Within the records below, find each line with the word "Новочеркасская" and copy it out.

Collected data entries

★ ★ ★ ★ ★ ★ ★

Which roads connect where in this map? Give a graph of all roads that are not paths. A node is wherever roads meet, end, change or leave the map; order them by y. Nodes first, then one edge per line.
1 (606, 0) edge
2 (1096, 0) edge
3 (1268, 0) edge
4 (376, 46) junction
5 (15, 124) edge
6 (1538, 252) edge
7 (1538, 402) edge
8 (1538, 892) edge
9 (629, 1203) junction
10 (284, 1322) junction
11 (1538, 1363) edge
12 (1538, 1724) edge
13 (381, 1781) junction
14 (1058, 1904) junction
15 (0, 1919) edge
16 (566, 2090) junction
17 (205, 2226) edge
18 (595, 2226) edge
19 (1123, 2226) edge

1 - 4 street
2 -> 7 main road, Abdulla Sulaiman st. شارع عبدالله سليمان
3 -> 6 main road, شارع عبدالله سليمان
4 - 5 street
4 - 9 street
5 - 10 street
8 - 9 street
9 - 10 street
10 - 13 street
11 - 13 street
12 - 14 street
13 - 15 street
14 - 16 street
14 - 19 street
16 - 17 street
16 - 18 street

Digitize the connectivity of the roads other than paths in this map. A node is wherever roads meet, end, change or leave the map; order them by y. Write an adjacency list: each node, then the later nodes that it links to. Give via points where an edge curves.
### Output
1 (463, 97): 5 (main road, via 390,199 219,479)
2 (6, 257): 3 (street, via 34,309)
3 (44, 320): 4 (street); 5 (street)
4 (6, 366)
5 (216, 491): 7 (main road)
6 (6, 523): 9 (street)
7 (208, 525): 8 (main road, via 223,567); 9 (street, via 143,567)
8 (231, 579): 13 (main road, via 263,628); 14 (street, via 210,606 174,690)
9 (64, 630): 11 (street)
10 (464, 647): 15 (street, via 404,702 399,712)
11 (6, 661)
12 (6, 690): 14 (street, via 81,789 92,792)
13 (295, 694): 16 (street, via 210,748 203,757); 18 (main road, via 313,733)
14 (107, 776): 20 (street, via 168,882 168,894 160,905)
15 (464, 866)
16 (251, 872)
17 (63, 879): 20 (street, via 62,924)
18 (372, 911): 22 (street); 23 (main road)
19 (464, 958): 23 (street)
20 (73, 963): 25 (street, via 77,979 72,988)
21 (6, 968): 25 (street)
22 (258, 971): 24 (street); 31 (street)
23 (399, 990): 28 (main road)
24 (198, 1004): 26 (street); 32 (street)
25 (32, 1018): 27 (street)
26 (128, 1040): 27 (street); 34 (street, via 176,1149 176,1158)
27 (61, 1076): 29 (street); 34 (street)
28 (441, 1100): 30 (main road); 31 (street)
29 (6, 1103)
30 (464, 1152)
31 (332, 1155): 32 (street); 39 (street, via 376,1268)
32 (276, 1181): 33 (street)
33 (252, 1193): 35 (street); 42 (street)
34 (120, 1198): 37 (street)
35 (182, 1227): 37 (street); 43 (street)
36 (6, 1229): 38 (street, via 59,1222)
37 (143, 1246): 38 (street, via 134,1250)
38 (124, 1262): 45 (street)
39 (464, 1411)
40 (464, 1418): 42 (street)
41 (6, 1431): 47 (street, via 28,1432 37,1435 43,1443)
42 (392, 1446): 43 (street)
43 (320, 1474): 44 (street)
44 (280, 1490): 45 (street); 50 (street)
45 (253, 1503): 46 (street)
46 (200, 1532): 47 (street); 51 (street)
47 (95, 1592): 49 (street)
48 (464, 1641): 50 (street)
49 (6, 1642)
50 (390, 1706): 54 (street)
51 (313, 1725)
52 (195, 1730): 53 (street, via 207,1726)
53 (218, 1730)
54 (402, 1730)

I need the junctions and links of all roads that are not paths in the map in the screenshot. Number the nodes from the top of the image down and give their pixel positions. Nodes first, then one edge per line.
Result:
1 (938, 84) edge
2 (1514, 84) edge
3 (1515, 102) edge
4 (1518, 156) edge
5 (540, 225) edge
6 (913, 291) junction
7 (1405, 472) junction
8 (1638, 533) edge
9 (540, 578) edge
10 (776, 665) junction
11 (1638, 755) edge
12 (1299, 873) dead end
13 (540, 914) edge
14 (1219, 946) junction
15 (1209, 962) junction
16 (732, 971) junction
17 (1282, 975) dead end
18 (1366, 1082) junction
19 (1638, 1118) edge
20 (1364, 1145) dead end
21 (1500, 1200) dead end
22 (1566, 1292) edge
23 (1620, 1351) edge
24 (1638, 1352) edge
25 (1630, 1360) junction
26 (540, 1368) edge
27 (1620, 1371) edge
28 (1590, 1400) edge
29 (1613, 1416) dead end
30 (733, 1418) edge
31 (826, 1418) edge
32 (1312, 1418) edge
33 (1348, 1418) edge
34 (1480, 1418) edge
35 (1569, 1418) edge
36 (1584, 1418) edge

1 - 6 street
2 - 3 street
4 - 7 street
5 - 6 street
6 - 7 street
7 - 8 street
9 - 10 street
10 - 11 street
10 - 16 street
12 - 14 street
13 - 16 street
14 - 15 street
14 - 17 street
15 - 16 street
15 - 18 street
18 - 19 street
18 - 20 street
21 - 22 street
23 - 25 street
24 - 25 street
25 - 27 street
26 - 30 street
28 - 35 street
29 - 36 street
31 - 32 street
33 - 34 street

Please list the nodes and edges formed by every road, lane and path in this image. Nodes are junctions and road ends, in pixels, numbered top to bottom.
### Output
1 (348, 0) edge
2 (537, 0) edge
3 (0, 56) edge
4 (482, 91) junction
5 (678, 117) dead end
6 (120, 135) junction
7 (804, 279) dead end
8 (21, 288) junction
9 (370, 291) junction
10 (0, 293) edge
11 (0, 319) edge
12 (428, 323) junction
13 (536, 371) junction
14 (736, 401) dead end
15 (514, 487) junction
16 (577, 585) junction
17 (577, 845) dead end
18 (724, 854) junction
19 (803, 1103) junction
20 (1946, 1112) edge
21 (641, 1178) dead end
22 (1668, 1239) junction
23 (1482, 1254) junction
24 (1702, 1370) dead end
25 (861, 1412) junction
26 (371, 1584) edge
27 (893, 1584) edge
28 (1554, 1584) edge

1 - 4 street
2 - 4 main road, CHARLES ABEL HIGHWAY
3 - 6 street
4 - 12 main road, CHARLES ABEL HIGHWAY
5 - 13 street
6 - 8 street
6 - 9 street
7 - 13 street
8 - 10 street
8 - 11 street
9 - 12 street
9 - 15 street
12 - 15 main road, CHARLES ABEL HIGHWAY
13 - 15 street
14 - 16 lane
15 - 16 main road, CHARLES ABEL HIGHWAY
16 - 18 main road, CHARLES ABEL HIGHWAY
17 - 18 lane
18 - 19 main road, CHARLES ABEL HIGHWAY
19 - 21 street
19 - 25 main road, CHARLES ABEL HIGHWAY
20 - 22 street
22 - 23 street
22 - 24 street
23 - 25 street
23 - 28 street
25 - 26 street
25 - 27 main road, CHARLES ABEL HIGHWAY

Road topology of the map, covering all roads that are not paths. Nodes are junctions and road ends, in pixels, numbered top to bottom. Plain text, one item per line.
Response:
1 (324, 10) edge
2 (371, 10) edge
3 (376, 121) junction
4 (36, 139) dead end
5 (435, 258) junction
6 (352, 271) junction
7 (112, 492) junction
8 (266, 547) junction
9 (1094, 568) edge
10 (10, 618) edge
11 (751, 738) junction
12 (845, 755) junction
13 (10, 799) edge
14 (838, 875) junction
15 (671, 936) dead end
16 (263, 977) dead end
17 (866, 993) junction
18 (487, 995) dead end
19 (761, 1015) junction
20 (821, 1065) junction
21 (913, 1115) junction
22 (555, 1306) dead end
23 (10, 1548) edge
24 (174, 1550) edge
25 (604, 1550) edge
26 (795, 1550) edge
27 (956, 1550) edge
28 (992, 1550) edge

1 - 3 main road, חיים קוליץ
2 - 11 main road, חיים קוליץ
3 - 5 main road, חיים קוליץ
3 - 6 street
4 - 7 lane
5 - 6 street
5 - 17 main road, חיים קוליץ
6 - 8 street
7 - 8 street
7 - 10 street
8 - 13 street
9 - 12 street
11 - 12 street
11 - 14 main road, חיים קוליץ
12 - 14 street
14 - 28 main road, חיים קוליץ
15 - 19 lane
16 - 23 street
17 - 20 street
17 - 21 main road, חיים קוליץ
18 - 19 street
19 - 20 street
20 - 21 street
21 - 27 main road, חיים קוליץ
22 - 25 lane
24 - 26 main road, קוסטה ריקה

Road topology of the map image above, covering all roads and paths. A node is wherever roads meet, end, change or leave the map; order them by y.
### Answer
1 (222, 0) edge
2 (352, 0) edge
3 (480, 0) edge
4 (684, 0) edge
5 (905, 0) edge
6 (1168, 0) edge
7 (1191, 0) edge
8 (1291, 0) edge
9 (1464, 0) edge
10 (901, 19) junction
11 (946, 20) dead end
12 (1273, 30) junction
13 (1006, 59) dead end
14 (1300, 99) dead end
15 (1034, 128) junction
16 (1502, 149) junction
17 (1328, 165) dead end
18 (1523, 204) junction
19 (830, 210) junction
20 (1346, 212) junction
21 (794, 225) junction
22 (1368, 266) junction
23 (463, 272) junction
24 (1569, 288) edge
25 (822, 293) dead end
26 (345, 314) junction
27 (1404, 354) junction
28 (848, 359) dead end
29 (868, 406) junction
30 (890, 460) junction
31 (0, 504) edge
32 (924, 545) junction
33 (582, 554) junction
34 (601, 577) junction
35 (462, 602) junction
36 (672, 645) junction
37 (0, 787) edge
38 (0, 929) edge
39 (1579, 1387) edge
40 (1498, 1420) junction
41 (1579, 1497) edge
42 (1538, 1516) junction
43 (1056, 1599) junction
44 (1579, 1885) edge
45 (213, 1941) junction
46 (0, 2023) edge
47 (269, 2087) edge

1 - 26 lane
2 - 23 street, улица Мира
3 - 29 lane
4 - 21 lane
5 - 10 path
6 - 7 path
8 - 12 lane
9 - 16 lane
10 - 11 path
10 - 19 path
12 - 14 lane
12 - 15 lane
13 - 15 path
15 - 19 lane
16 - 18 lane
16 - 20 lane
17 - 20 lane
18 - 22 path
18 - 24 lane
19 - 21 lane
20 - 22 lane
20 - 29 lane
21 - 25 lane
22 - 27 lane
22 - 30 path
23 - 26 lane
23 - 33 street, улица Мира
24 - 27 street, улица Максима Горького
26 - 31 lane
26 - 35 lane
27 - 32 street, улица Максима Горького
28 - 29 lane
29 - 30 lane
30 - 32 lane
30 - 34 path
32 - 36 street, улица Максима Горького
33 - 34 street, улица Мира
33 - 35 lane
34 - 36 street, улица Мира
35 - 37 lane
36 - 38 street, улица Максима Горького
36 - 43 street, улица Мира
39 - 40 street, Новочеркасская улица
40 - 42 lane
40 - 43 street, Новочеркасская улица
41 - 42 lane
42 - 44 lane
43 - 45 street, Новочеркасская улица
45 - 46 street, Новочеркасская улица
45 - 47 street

★ ★ ★ ★ ★ ★ ★

Task output
39 - 40 street, Новочеркасская улица
40 - 43 street, Новочеркасская улица
43 - 45 street, Новочеркасская улица
45 - 46 street, Новочеркасская улица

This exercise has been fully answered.